Supplied material |
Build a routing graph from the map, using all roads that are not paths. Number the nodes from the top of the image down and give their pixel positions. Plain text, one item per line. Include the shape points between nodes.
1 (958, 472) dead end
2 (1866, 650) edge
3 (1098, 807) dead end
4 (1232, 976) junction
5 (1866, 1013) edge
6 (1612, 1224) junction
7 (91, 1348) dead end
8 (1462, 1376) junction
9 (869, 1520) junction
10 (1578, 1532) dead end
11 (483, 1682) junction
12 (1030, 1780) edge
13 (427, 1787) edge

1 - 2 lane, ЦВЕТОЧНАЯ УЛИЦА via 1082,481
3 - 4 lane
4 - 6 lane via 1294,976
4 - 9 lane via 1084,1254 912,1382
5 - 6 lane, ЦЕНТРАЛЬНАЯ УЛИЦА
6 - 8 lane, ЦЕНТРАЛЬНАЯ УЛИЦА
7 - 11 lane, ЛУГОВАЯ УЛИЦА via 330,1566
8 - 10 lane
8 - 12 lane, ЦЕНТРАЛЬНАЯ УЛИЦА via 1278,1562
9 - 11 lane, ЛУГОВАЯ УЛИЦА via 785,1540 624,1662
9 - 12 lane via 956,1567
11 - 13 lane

--

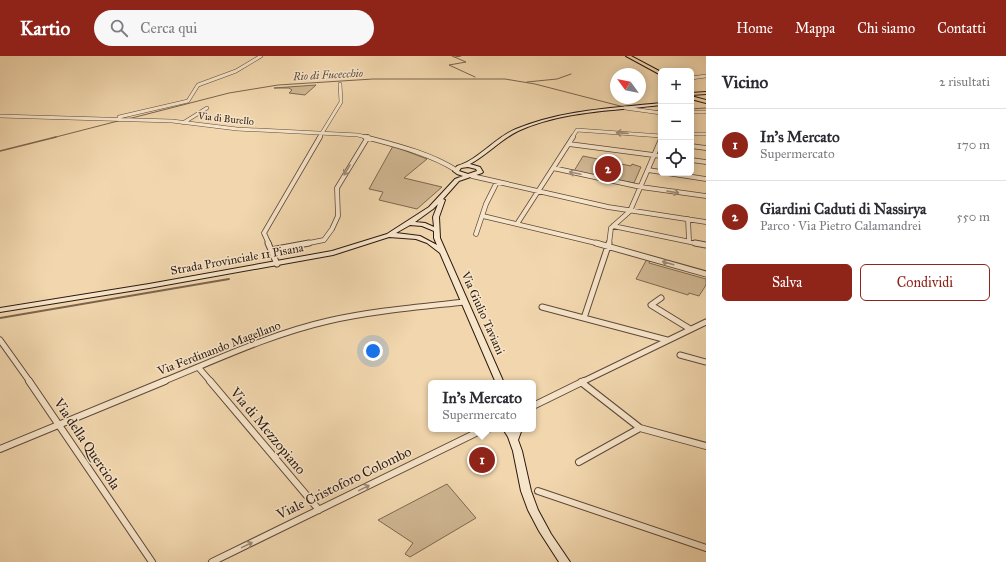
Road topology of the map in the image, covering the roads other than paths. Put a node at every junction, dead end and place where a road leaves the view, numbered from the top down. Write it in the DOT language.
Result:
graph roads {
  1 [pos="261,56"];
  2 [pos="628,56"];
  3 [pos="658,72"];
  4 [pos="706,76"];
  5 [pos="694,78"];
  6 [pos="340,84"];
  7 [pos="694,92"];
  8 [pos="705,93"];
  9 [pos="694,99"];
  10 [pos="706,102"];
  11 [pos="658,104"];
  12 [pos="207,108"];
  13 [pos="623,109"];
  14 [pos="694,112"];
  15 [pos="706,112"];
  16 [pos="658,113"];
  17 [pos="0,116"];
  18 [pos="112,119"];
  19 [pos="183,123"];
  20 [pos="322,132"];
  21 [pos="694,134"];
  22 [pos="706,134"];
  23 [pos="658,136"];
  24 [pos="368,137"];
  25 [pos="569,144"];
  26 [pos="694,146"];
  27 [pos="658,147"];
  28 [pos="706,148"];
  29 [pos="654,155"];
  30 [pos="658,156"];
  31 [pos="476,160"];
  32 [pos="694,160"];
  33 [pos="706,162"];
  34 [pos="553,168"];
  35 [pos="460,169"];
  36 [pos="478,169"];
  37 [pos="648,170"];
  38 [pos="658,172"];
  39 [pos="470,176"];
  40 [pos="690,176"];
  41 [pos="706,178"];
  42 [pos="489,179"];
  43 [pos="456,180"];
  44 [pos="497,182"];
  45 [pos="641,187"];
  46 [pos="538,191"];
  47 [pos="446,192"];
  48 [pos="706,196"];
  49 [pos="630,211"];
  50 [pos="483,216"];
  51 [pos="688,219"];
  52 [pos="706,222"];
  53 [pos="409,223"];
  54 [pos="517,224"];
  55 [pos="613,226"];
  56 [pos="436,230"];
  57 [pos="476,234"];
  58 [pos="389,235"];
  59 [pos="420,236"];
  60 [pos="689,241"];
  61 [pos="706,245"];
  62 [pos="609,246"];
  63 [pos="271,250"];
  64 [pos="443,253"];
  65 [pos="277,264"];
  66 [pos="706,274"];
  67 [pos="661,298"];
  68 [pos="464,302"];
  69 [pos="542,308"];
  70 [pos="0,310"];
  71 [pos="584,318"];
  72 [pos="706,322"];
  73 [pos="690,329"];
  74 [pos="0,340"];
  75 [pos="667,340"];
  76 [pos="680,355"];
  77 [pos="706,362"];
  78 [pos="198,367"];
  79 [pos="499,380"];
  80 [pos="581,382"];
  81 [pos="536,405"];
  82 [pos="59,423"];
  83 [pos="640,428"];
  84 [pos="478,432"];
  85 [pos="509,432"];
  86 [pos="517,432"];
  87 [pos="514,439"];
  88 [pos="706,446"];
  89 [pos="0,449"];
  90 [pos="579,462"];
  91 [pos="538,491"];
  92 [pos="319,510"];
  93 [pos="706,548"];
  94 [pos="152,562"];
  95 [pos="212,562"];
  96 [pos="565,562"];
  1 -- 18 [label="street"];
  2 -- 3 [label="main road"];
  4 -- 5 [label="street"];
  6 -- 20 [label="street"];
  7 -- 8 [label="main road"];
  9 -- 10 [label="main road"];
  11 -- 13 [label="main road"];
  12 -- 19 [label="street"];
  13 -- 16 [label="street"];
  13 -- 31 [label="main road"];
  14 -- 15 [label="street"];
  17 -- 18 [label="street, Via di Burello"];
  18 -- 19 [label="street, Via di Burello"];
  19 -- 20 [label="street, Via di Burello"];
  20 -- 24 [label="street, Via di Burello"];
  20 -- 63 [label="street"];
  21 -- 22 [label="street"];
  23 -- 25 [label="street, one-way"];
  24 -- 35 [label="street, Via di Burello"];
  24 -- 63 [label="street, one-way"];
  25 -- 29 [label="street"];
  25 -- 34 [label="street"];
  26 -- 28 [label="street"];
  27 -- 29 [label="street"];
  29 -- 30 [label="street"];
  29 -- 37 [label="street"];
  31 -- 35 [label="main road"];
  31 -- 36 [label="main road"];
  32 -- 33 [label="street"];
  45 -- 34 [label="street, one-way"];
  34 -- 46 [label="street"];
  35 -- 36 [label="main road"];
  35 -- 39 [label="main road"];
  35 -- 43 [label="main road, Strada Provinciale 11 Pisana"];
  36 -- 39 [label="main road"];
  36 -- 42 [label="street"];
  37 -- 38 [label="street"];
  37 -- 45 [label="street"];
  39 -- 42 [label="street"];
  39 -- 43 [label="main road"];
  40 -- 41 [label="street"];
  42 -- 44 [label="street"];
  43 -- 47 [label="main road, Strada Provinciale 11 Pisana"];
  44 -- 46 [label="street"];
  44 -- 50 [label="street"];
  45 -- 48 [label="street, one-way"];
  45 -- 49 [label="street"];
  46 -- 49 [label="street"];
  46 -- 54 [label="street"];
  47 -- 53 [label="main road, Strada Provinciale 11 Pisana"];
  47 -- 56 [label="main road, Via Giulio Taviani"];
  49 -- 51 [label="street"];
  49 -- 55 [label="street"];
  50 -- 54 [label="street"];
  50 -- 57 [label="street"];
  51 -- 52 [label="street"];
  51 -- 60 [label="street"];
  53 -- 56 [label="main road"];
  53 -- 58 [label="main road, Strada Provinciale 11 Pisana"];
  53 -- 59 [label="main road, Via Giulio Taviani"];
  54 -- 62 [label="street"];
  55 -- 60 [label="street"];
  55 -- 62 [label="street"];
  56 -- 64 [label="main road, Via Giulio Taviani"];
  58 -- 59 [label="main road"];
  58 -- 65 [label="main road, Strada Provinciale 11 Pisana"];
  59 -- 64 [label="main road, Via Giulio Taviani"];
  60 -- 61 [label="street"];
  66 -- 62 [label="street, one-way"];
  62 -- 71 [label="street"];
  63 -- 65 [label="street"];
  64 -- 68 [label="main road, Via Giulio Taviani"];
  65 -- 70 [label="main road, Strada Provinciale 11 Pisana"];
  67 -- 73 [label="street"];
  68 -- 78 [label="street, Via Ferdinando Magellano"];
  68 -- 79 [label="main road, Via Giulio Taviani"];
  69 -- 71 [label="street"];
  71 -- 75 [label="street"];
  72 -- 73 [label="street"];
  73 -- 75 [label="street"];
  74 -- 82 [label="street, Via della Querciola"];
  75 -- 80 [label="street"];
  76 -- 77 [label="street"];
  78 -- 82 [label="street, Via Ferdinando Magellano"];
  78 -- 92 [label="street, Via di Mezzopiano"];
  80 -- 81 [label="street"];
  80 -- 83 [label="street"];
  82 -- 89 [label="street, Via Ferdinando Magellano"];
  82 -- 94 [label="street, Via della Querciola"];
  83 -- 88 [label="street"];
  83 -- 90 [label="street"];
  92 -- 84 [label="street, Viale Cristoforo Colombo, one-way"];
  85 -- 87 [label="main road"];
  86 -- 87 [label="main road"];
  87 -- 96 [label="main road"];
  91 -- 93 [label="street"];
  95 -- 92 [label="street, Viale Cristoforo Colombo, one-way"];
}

...

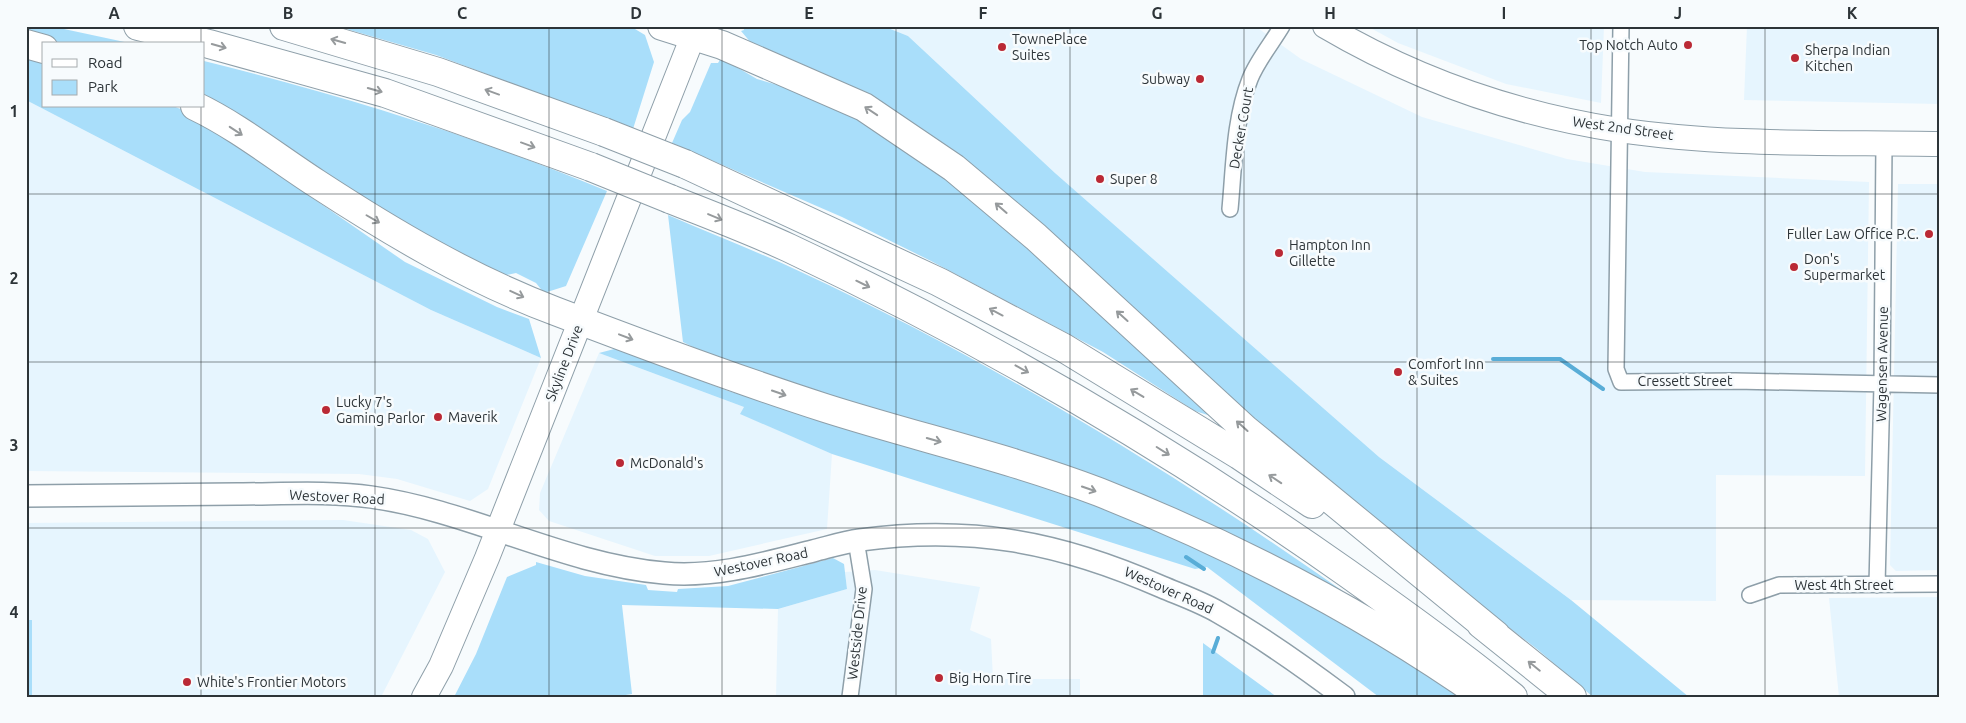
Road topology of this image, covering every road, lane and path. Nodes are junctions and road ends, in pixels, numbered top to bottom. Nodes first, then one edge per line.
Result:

Directions for this task | Return every line above in which the string "numbered" occurs.

Result of this exercise |
Road topology of the map in the image, covering the roads other than paths. Put a node at every junction, dead end and place where a road leaves the view, numbered from the top down. Write it in the DOT language.
Road topology of this image, covering every road, lane and path. Nodes are junctions and road ends, in pixels, numbered top to bottom. Nodes first, then one edge per line.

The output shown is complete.